Meanwhile, other AI-driven companies like Dell and Broadcom also see rising interest, with the number of UK investors holding these stocks increasing by about 40%. However, not everyone is convinced these are solid investment opportunities. Terry Smith, founder and chief executive of Fundsmith, has notably shunned Nvidia, citing its unpredictability.

Echoing Smith’s sentiments, Sean Peche, Portfolio Manager at Ranmore Fund Management, remarked, “We fully understand and concur with Terry Smith’s stance on Nvidia. Nvidia is a fantastic company, but if you overpay for the prospects of great businesses, they can still be very poor investments, especially in the tech world where competition is rampant.” Peche points out that other giants like Nokia and Netscape were once dominant but later declined, suggesting that investing in Nvidia now could be risky.

Peche elaborates that unlike other tech firms, many of Nvidia's large customers are developing their own AI chips, posing a unique competitive threat. “Cisco never had customers trying to compete with them, yet if you bought that company in early 2000, it took you 18 years to break even. That’s the danger of overpaying for good businesses,” he warns.

It's not just Nvidia under scrutiny. Disruption Banking’s December analysis of Palantir highlighted similar concerns. Palantir's stock price had surged by over 70% at the year’s start, raising fears of a potential bubble. As Acutel wrote, “after such a spectacular winning streak, investors may still be wondering whether there’s any value left in the stock as we head into 2024.”

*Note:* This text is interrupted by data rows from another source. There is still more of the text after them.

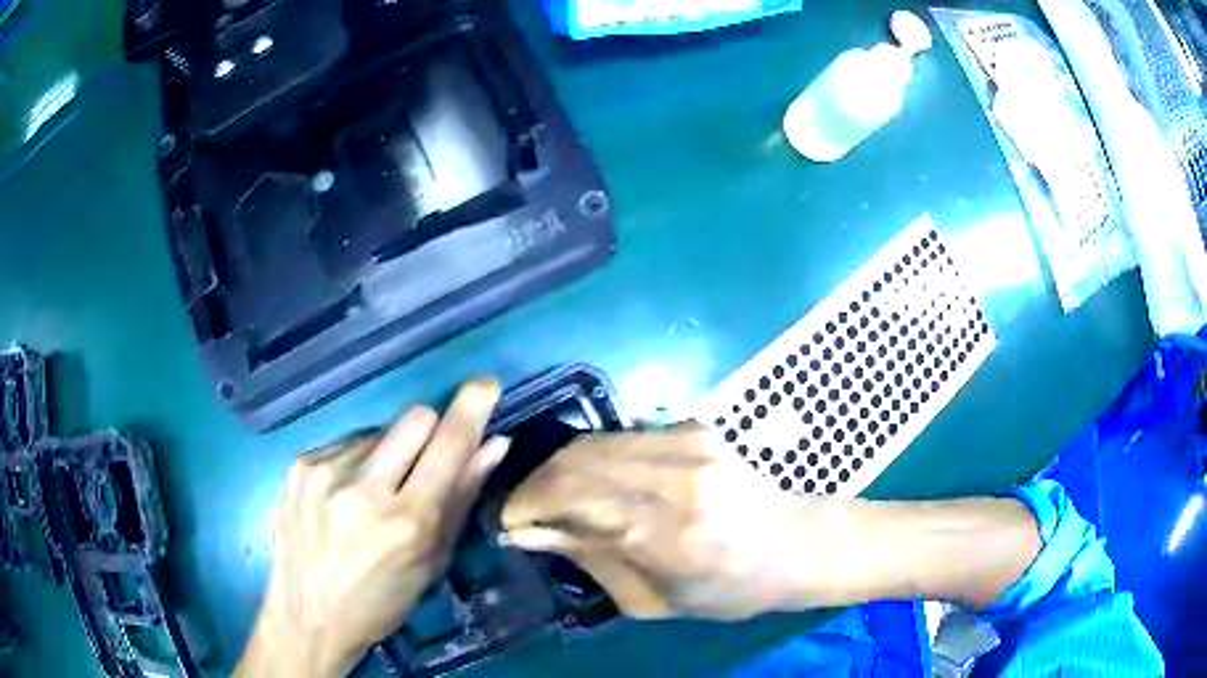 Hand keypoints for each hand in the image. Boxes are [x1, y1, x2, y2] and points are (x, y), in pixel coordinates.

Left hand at [236, 379, 509, 677]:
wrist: (308, 616)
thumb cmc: (382, 602)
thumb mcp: (432, 562)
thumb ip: (462, 498)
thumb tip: (494, 444)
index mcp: (407, 522)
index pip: (449, 444)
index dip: (472, 408)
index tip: (485, 384)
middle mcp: (363, 489)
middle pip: (415, 418)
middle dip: (430, 432)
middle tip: (423, 464)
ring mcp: (324, 473)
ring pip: (378, 433)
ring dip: (387, 455)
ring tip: (372, 497)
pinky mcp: (298, 466)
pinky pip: (345, 445)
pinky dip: (355, 463)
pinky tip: (344, 498)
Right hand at [500, 425, 857, 619]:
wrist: (794, 544)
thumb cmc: (727, 590)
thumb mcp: (652, 600)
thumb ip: (589, 559)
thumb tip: (527, 532)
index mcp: (672, 535)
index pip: (574, 498)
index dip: (527, 505)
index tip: (507, 522)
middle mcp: (678, 479)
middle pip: (575, 460)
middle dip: (534, 483)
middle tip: (521, 509)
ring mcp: (690, 444)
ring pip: (592, 441)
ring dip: (558, 468)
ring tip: (548, 496)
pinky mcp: (694, 428)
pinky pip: (619, 437)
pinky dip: (592, 459)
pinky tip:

Over in Silicon Valley, companies are racing to capitalize on the AI gold rush. Nvidia partner Lambda Labs is seeking $800 million to rent out servers powered by Nvidia chips, further underscoring the demand in AI computing. Similarly, venture capital giant Andreessen Horowitz has raised a staggering $7.2 billion, sharply aimed at AI startups.

However, investors should proceed with caution. The AI industry is susceptible to increased regulation in Western markets, presenting significant risks. Retail investors, drawn by the promise of AI, should be aware of the pitfalls. Massive stock price increases often provide an opportunity for long-term investors to take profits, but for new investors, the risk of overvaluation is high.

While companies like World Labs and their pioneering work in spatial intelligence are undoubtedly exciting, the hype surrounding AI stocks could lead to overinflated valuations. Prospective investors must weigh the potential for significant short-term gains against the longer-term reality of market competition and regulation. Ultimately, those dabbling in AI investments should do so with a careful, well-researched approach, mindful of the industry's volatility.